■ Work instruction
I need the number of lines in the data that contain the word "road", and nothing beyond it.

[[ Input data open ]]

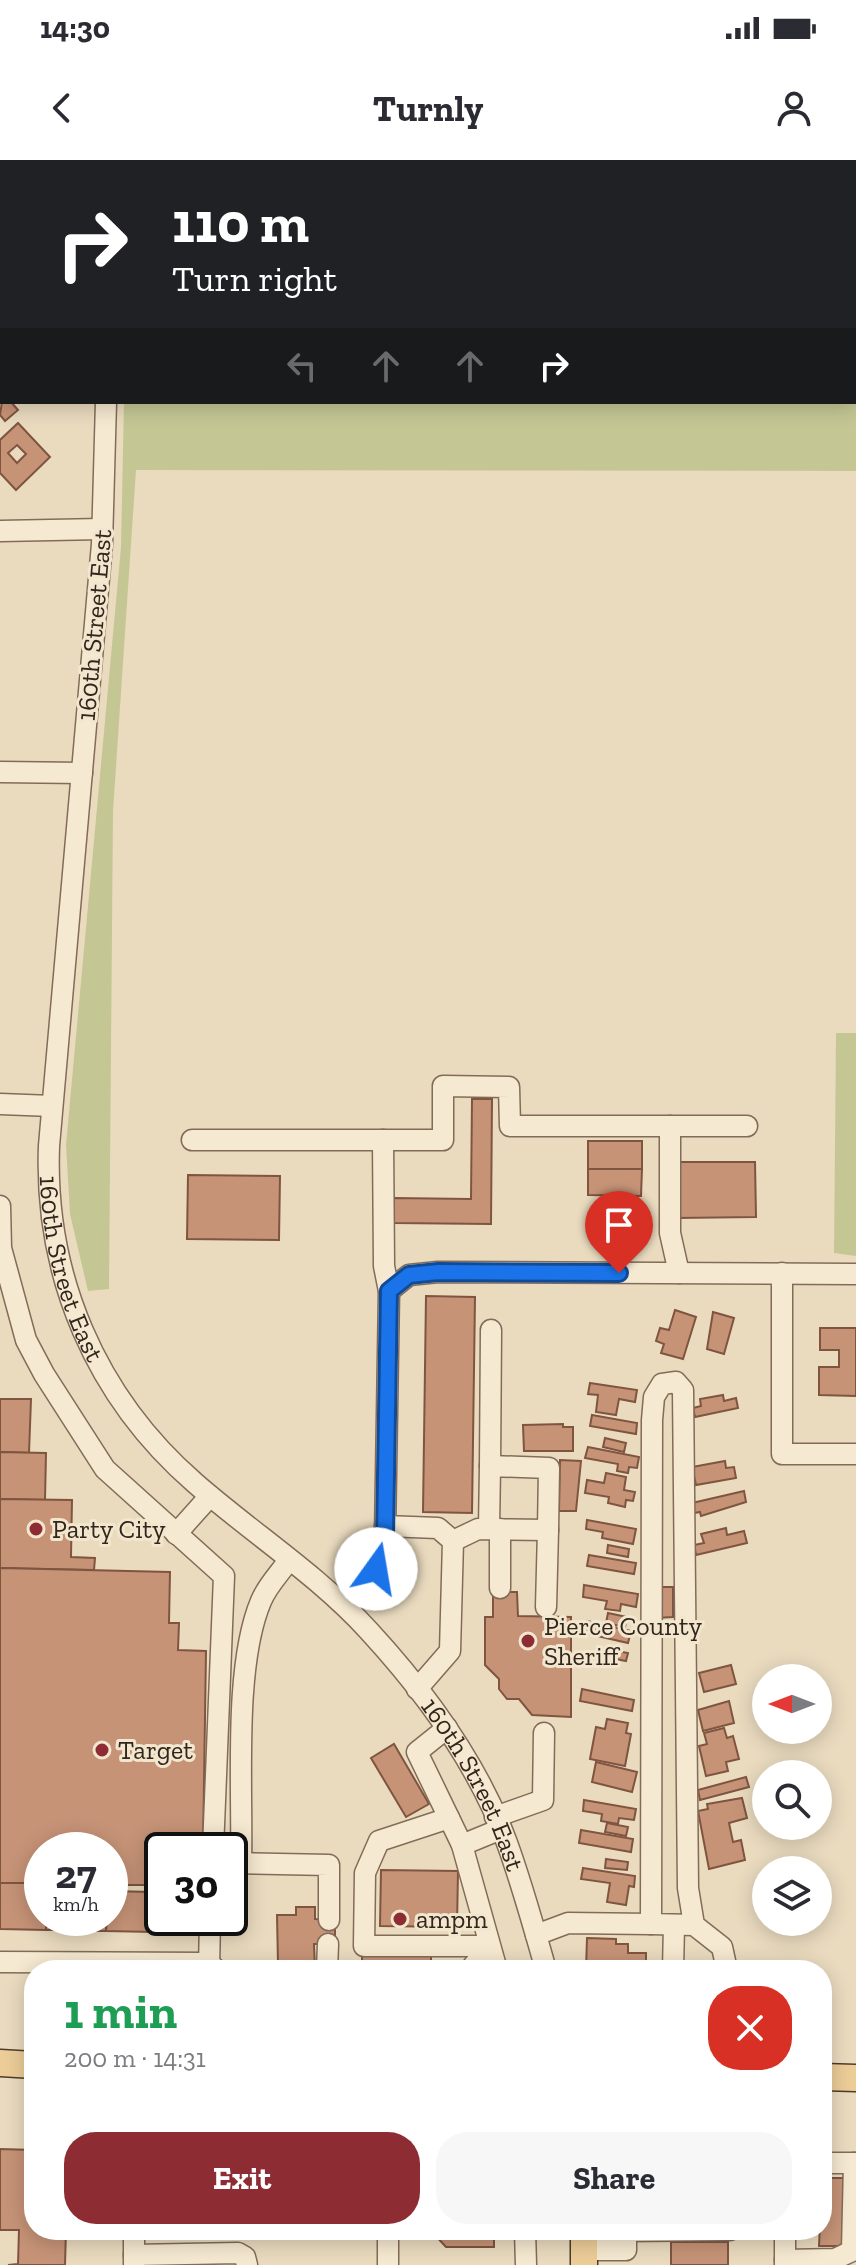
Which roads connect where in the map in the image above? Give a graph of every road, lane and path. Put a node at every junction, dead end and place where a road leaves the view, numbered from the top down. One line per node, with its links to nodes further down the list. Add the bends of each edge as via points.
1 (106, 404): 2 (street, 160th Street East)
2 (102, 529): 3 (street); 5 (street, 160th Street East)
3 (0, 531)
4 (0, 772): 5 (street)
5 (82, 773): 7 (street, 160th Street East)
6 (0, 1104): 7 (street)
7 (52, 1106): 20 (street, 160th Street East, via 49,1212 55,1250 86,1341 134,1419)
8 (670, 1126): 9 (street); 11 (street, via 510,1126 509,1087 443,1086 443,1140); 13 (street, via 670,1233)
9 (747, 1126)
10 (192, 1140): 11 (street)
11 (383, 1140): 16 (street, via 384,1266)
12 (0, 1206): 24 (street, via 1,1248 26,1340 44,1374 105,1469)
13 (679, 1273): 14 (street); 16 (street, via 438,1272 409,1275)
14 (782, 1273): 15 (street); 18 (street, via 782,1454)
15 (856, 1274)
16 (389, 1291): 21 (street)
17 (491, 1330): 19 (street)
18 (856, 1454)
19 (490, 1466): 22 (street); 23 (street, via 549,1468)
20 (210, 1496): 24 (street); 26 (street, 160th Street East)
21 (385, 1526): 25 (street, via 438,1528); 29 (street, via 376,1569)
22 (495, 1529): 23 (street); 25 (street, via 478,1529); 27 (street)
23 (548, 1530): 28 (street)
24 (176, 1534): 37 (street, via 224,1576)
25 (453, 1541): 32 (street, via 450,1651)
26 (289, 1560): 29 (street, 160th Street East); 38 (street, via 263,1597 245,1666)
27 (500, 1588)
28 (546, 1607)
29 (348, 1608): 32 (street, 160th Street East)
30 (651, 1657): 31 (street); 31 (street, via 654,1397 662,1384 676,1382 683,1390); 42 (street)
31 (687, 1657): 43 (street)
32 (417, 1689): 33 (street, 160th Street East)
33 (447, 1728): 35 (street, via 417,1752); 36 (street, 160th Street East)
34 (544, 1733): 36 (street, via 543,1800)
35 (449, 1818): 39 (street); 47 (street, via 379,1841 365,1873 364,1946)
36 (498, 1823): 39 (street); 44 (street, 160th Street East)
37 (214, 1832)
38 (237, 1832)
39 (462, 1845): 47 (street)
40 (248, 1863): 41 (street, via 329,1865)
41 (329, 1920)
42 (651, 1924): 43 (street); 44 (street, via 568,1923)
43 (684, 1925): 54 (street); 55 (street, via 722,1947)
44 (536, 1935): 53 (street, 160th Street East)
45 (210, 1936): 48 (street)
46 (328, 1944): 49 (street)
47 (489, 1946): 50 (street); 51 (street); 52 (street)
48 (210, 1960)
49 (327, 1960)
50 (478, 1960)
51 (488, 1960)
52 (494, 1960)
53 (543, 1960)
54 (675, 1960)
55 (725, 1960)
56 (0, 1962): 57 (street)
57 (24, 1963)
58 (0, 2063): 59 (main road)
59 (24, 2064)
60 (832, 2163): 61 (street)
61 (855, 2163): 69 (street, via 852,2251 835,2259)
62 (388, 2240): 71 (street)
63 (525, 2240): 72 (street)
64 (626, 2240): 66 (street, via 626,2250)
65 (785, 2240): 69 (street)
66 (584, 2248)
67 (134, 2260): 68 (street)
68 (172, 2260): 70 (street, via 238,2253)
69 (785, 2262)
70 (247, 2265)
71 (388, 2265)
72 (526, 2265)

[[ Input data closed ]]

■ Solution below
2